*What to do*:
Please restate each entry that follows word for word.

Data section start

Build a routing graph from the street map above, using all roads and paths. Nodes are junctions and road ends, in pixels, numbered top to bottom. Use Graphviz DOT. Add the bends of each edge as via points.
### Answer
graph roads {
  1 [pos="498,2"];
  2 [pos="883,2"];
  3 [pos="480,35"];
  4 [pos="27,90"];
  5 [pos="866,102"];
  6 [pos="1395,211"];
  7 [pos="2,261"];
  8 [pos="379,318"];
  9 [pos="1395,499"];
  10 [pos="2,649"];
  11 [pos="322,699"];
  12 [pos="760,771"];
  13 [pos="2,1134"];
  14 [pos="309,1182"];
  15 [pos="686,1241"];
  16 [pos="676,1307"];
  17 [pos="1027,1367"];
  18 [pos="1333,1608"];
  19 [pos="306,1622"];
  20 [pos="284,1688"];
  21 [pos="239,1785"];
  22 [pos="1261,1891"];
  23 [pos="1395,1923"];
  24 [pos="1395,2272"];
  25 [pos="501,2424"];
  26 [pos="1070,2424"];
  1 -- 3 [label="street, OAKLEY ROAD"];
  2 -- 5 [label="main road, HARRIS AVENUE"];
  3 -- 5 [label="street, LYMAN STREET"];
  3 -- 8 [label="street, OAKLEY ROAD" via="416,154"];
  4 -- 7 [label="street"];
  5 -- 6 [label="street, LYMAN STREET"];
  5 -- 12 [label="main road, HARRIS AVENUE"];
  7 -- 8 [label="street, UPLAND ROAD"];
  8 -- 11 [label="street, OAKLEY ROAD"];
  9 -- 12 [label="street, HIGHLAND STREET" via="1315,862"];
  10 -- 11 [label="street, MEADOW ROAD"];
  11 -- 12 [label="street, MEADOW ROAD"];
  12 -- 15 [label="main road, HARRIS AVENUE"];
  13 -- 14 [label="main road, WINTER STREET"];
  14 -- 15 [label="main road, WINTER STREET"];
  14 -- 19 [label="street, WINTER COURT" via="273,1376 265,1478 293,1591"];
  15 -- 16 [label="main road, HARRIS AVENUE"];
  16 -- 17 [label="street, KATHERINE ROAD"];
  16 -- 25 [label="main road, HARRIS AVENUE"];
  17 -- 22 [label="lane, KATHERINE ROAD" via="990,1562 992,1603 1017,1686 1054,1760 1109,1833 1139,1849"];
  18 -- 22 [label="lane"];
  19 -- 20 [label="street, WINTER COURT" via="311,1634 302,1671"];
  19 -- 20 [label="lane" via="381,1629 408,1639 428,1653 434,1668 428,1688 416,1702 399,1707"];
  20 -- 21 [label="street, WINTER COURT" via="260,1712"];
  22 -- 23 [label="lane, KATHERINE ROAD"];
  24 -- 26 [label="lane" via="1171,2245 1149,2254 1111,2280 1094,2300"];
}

Data section end

*Written solution*:
Build a routing graph from the street map above, using all roads and paths. Nodes are junctions and road ends, in pixels, numbered top to bottom. Use Graphviz DOT. Add the bends of each edge as via points.
### Answer
graph roads {
  1 [pos="498,2"];
  2 [pos="883,2"];
  3 [pos="480,35"];
  4 [pos="27,90"];
  5 [pos="866,102"];
  6 [pos="1395,211"];
  7 [pos="2,261"];
  8 [pos="379,318"];
  9 [pos="1395,499"];
  10 [pos="2,649"];
  11 [pos="322,699"];
  12 [pos="760,771"];
  13 [pos="2,1134"];
  14 [pos="309,1182"];
  15 [pos="686,1241"];
  16 [pos="676,1307"];
  17 [pos="1027,1367"];
  18 [pos="1333,1608"];
  19 [pos="306,1622"];
  20 [pos="284,1688"];
  21 [pos="239,1785"];
  22 [pos="1261,1891"];
  23 [pos="1395,1923"];
  24 [pos="1395,2272"];
  25 [pos="501,2424"];
  26 [pos="1070,2424"];
  1 -- 3 [label="street, OAKLEY ROAD"];
  2 -- 5 [label="main road, HARRIS AVENUE"];
  3 -- 5 [label="street, LYMAN STREET"];
  3 -- 8 [label="street, OAKLEY ROAD" via="416,154"];
  4 -- 7 [label="street"];
  5 -- 6 [label="street, LYMAN STREET"];
  5 -- 12 [label="main road, HARRIS AVENUE"];
  7 -- 8 [label="street, UPLAND ROAD"];
  8 -- 11 [label="street, OAKLEY ROAD"];
  9 -- 12 [label="street, HIGHLAND STREET" via="1315,862"];
  10 -- 11 [label="street, MEADOW ROAD"];
  11 -- 12 [label="street, MEADOW ROAD"];
  12 -- 15 [label="main road, HARRIS AVENUE"];
  13 -- 14 [label="main road, WINTER STREET"];
  14 -- 15 [label="main road, WINTER STREET"];
  14 -- 19 [label="street, WINTER COURT" via="273,1376 265,1478 293,1591"];
  15 -- 16 [label="main road, HARRIS AVENUE"];
  16 -- 17 [label="street, KATHERINE ROAD"];
  16 -- 25 [label="main road, HARRIS AVENUE"];
  17 -- 22 [label="lane, KATHERINE ROAD" via="990,1562 992,1603 1017,1686 1054,1760 1109,1833 1139,1849"];
  18 -- 22 [label="lane"];
  19 -- 20 [label="street, WINTER COURT" via="311,1634 302,1671"];
  19 -- 20 [label="lane" via="381,1629 408,1639 428,1653 434,1668 428,1688 416,1702 399,1707"];
  20 -- 21 [label="street, WINTER COURT" via="260,1712"];
  22 -- 23 [label="lane, KATHERINE ROAD"];
  24 -- 26 [label="lane" via="1171,2245 1149,2254 1111,2280 1094,2300"];
}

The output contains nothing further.